Sulla scena del crimine, digitale

La nostra vita, le nostre aziende diventano digitali. È in corso il più grande trasloco della storia: spostiamo i dati, le attività e anche gli affetti in una nuova stanza, quella digitale.
Abbiamo aggiunto una camera che si affaccia sul mondo e ci permette di raggiungere qualunque risorsa, di sceglierci il panorama, di personalizzarla come vogliamo e di invitare chi desideriamo, magari condividendo le foto delle vacanze o l’ultimo progetto a cui stiamo lavorando. Anche i criminali hanno traslocato, hanno aggiunto alle proprie attività tradizionali quelle digitali. Nella sostanza non cambia nulla, solo che, nella vita di tutti i giorni siamo in grado di vedere più chiaramente le minacce, i tipi sospetti, sappiamo i luoghi da non frequentare.

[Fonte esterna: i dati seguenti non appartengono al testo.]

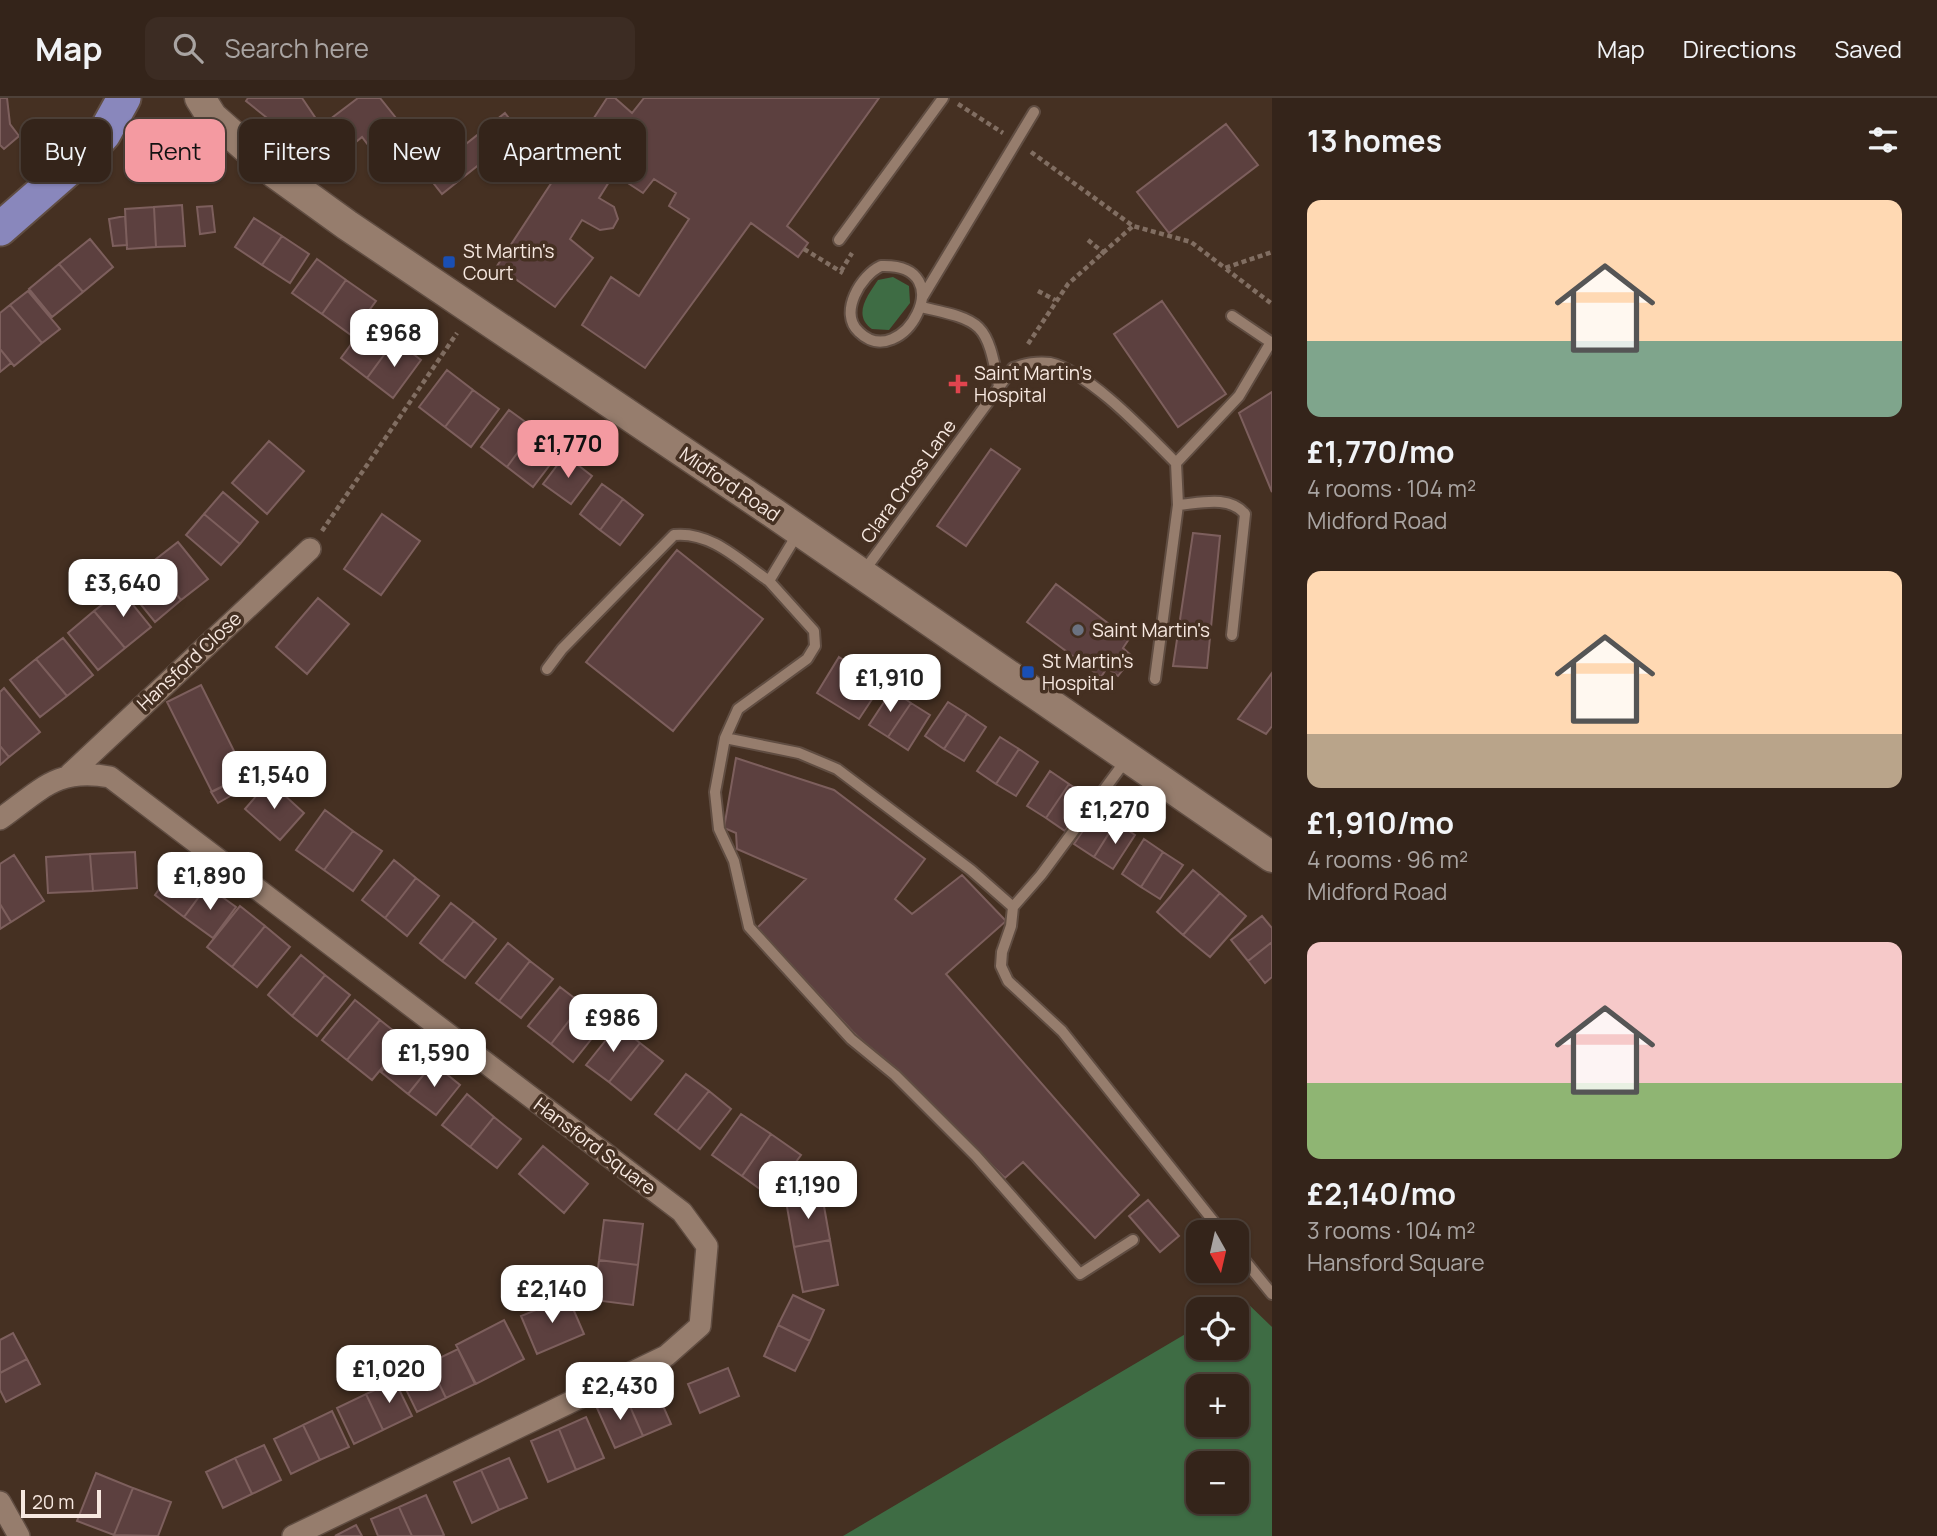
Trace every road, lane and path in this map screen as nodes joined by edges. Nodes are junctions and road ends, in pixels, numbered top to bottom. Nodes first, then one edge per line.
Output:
1 (124, 98) edge
2 (200, 98) edge
3 (947, 99) edge
4 (1034, 112) dead end
5 (1016, 141) junction
6 (1133, 226) junction
7 (0, 229) edge
8 (839, 240) dead end
9 (1087, 240) dead end
10 (804, 248) dead end
11 (1272, 252) edge
12 (1105, 254) junction
13 (1225, 268) junction
14 (862, 284) junction
15 (1038, 291) dead end
16 (1055, 300) junction
17 (922, 302) junction
18 (1272, 304) edge
19 (472, 311) junction
20 (1232, 316) dead end
21 (1272, 342) edge
22 (1013, 368) junction
23 (999, 386) junction
24 (1176, 463) junction
25 (1178, 505) junction
26 (800, 531) junction
27 (310, 549) joint
28 (862, 574) junction
29 (769, 581) junction
30 (1232, 635) dead end
31 (547, 669) dead end
32 (1155, 679) dead end
33 (724, 738) junction
34 (1128, 758) junction
35 (70, 774) junction
36 (0, 818) edge
37 (1272, 857) edge
38 (1013, 907) junction
39 (1212, 1220) edge
40 (1133, 1240) dead end
41 (1250, 1267) edge
42 (1272, 1294) edge
43 (0, 1502) edge
44 (19, 1536) edge
45 (293, 1536) edge

1 - 7 main road
2 - 19 main road, Midford Road
3 - 5 path
3 - 8 lane
4 - 5 lane
5 - 6 path
5 - 17 lane
6 - 12 path
6 - 13 path
9 - 12 path
10 - 14 path
11 - 13 path
12 - 16 path
13 - 18 path
14 - 17 lane
14 - 17 lane
15 - 16 path
16 - 22 path
17 - 23 lane
19 - 26 main road, Midford Road
19 - 27 path
20 - 21 lane
21 - 24 lane
22 - 23 lane, Clara Cross Lane
22 - 24 lane
23 - 28 lane, Clara Cross Lane
24 - 25 lane
25 - 30 lane
25 - 32 lane
26 - 28 main road, Midford Road
26 - 29 lane
27 - 35 street, Hansford Close
28 - 34 main road, Midford Road
29 - 31 lane
29 - 33 lane
33 - 38 lane
33 - 40 lane
34 - 37 main road, Midford Road
34 - 38 lane
35 - 36 street
35 - 45 street, Hansford Square
38 - 39 lane
41 - 42 lane
43 - 44 street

In rete abbiamo meno esperienza, in fondo stiamo esplorando da poco questa nuova dimensione, così diventa più facile per i malintenzionati indurci a fare ciò che vogliono, magari semplicemente cliccare un link che poi cripta tutti i dati contenuti nel computer. Bisognerebbe adottare online lo stesso buon senso che usiamo nella vita di tutti i giorni, questo metterebbe noi stessi e le aziende per le quali lavoriamo al riparo dalla maggior parte delle minacce.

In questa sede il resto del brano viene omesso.